Originally posted on March 21, 2019.

Have you ever wondered why all hipsters look alike when they try like heck to be different? It’s the Hipster Paradox.

“Nonconformists travel as a rule in bunches. You rarely find a nonconformist who goes it alone. And woe to him inside a nonconformist clique who does not conform with nonconformity.” Eric Hoffer

It’s more ironic than paradoxical if you ask me. Then again, in my opinion it doesn’t take an advance degree in math or science to deduce hipsters all look alike. All you really need is about three minutes of sipping coffee and people watching at Starbuck’s. And yet Jonathan Touboul, a mathematician and associate professor at Brandeis University, felt compelled to spend a boat load of time (and probably grant money) creating an equation and a computer model to do just that.

Touboul discovered when hipsters persist in rejecting the mainstream (translation: try like heck to be different), their choices become synchronized, new trends emerge and conformity ensues (translation: they look alike). He literally studied hipster-specific behavior, stuff like the kinds of beards they grow and clothes they wear. According to the good doctor, “Despite (and actually, in response to) their constant efforts, at all times, anti-conformists fail being disaligned with the majority, They actually create the trends they will soon try to escape.”

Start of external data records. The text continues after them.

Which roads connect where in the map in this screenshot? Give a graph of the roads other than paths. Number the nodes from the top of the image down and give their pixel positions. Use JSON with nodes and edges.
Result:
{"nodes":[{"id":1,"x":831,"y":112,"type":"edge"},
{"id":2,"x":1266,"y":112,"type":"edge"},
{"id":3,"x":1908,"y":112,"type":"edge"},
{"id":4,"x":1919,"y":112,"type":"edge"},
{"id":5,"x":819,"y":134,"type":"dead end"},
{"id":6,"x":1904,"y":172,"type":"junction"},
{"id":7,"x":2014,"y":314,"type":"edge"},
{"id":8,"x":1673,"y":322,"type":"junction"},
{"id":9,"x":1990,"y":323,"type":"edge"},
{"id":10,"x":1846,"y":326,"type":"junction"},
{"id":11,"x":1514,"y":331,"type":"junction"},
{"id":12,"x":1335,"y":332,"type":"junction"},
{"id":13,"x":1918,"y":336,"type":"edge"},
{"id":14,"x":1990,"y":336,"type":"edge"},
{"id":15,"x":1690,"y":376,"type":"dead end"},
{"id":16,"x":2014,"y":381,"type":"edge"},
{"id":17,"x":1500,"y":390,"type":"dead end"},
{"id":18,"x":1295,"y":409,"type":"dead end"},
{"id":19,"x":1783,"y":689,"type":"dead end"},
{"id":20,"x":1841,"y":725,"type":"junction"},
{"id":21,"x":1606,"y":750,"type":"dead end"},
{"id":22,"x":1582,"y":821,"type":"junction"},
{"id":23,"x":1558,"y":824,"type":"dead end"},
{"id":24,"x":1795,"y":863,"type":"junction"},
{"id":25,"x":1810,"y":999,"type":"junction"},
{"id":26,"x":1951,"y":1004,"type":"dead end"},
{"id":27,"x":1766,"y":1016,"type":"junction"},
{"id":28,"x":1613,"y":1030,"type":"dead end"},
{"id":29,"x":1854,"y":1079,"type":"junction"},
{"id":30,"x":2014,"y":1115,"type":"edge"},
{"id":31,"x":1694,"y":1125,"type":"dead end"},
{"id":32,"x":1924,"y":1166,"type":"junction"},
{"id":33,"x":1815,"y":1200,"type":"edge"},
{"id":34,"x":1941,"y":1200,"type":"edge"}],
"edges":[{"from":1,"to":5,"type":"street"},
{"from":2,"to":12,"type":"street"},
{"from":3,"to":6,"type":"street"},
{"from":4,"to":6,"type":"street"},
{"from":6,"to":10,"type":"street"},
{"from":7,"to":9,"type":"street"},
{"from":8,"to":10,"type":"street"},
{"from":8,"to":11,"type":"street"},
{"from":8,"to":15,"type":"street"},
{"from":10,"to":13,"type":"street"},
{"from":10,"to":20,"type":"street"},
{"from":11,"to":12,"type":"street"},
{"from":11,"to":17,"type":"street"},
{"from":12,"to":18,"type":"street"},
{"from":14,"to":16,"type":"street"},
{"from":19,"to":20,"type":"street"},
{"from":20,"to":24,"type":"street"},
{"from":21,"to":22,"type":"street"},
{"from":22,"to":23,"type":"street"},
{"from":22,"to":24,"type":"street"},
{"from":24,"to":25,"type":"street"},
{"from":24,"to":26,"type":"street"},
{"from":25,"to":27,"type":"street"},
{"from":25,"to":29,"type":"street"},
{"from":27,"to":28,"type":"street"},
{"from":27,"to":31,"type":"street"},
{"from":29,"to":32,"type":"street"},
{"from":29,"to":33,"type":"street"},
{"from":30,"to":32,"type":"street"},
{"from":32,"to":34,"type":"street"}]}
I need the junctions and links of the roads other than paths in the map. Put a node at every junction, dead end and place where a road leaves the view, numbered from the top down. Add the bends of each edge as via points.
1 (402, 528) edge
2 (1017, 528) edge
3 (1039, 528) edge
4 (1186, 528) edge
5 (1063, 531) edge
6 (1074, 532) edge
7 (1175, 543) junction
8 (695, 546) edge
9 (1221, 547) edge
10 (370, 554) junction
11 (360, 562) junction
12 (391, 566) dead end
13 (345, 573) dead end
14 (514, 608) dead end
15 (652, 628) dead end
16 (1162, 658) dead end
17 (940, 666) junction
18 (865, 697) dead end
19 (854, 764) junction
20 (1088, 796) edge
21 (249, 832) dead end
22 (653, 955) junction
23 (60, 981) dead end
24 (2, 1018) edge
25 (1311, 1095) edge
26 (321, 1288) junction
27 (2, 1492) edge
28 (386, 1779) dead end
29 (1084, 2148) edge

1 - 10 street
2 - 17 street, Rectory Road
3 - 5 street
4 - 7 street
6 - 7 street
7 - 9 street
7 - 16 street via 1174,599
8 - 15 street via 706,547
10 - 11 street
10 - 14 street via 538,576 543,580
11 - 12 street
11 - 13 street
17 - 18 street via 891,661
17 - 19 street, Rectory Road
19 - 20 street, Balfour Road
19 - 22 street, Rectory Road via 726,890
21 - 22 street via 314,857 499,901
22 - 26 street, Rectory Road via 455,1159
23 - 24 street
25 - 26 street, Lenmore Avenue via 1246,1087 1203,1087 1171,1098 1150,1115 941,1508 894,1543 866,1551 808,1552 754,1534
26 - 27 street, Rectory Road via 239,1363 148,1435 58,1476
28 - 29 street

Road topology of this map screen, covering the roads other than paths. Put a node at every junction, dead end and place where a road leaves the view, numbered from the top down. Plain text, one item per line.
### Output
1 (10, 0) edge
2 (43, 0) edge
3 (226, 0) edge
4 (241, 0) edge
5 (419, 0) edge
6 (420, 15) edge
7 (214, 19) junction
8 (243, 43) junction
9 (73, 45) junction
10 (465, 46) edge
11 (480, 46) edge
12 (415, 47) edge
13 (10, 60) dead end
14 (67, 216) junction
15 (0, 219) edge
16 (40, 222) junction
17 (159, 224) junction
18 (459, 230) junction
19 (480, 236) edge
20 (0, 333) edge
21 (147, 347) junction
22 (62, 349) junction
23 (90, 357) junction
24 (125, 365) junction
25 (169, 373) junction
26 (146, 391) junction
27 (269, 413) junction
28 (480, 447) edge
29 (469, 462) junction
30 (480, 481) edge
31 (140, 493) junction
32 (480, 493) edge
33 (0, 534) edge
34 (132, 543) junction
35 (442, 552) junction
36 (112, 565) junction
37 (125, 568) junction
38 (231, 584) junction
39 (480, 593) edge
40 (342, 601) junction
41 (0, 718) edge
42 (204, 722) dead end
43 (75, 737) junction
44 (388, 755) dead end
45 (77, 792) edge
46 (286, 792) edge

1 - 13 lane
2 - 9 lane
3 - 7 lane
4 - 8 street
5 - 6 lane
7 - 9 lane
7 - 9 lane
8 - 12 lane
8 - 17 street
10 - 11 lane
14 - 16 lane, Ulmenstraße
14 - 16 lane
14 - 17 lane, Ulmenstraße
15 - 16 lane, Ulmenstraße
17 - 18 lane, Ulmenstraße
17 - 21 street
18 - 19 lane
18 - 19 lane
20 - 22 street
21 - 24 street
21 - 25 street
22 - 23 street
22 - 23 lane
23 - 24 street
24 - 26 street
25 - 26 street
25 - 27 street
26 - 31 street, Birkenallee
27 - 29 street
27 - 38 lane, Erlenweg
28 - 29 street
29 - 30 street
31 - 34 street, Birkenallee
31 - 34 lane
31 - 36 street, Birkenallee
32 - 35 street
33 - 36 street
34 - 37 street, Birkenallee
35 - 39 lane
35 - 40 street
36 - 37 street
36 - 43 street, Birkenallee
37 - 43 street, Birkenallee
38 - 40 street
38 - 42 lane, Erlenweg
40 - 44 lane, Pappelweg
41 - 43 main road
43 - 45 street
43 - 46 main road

Evidently, Touboul’s compulsion to study hipster behavior is not just about finding out what makes hipsters tick for the sake of finding out what makes hipsters tick. His findings have far greater implications, “Beyond the choice of the best suit to wear this winter, this study may have important implications in understanding synchronization of nerve cells, investment strategies in finance, or emergent dynamics in social science.” You can read the entire scholarly article here(first published in November 2014 and revised in February 21, 2019), which might sound like this in your head…

Or you can check out Instagram and leave it at that. Whichever you choose is not important because the actual point of this blog post is to share a hilarious story about an enraged hipster dude threatening to sue MIT Technology Review for a photo that appeared in an article they published on February 28, 2019.

The Hipster Effect: Why anti-conformists always end up looking the same, which discusses Dr. Touboul’s research study and findings, also contains this photo of some random, unidentified, ruggedly handsome, stereotypical hipster.

Image Credit: PeopleImages via Getty Images

After reading the article, Enraged Hipster Dude, believing he was the hipster depicted in the photo, threatened to slap the publication with a law suit for not only swiping said photo from his social media profile and using it without permission, but also for slander! Enraged Hipster Dude is NOT a hipster, by golly! I repeat HE IS NOT A HIPSTER… he only dresses like a one and to suggest otherwise is an egregious mischaracter of justice! (Insert sarcasm). If you’re scratching your head and struggling to understand how implying someone is a hipster is slanderous, don’t be confused. It’s not. Plus, what about abductive reasoning? You know, that “form of logical inference which starts with an observation or set of observations then seeks to find the simplest and most likely explanation for the observations.”  Kind of like, if it looks like a duck, swims like a duck and quacks like a duck, chances are it’s a duck.

Anyway, after all the threats and brouhaha, it turns out the guy in the photo is a model posing as a hipster…or he might be a hipster, but he’s definitely NOT Enraged Hipster Dude. Let me be clear: Enraged Hipster Dude mistook himself for the guy in the photo, which brings us to the most ironic and sidesplittingly hilarious part of the story because it proves what Dr. Touboul (and I) have been saying all along: Hipsters all look alike. In fact, hipsters look so much alike even they can’t tell themselves apart. If you think I’m making this up, check out this Twitter thread from MIT Tech Review Editor in Chief, Gideon Lichfield.

 

By the way, if you don’t think this funny or at least ironic…you might be a hipster.